What you are asked to do. Records follow. Select each line holding "pinky".

Data shown.
--------------------

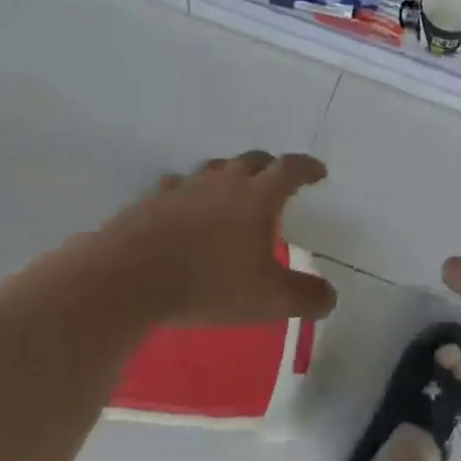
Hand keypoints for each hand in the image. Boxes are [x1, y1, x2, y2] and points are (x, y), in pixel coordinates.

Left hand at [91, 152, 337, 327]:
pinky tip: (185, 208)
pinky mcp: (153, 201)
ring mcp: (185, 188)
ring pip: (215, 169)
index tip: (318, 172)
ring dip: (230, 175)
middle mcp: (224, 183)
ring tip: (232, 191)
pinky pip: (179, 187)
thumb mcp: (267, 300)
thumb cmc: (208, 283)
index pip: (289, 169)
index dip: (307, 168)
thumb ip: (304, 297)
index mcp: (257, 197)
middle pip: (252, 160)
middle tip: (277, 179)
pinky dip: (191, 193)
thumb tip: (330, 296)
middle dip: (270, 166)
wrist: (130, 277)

--------------------

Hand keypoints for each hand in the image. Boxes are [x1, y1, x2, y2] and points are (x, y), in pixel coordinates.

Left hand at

--------------------

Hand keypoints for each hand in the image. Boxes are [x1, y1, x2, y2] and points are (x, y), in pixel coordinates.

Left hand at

--------------------

Solution to this exercise.
pinky tip: (185, 208)
pinky mcp: (153, 201)
pinky pip: (179, 187)
pinky dip: (191, 193)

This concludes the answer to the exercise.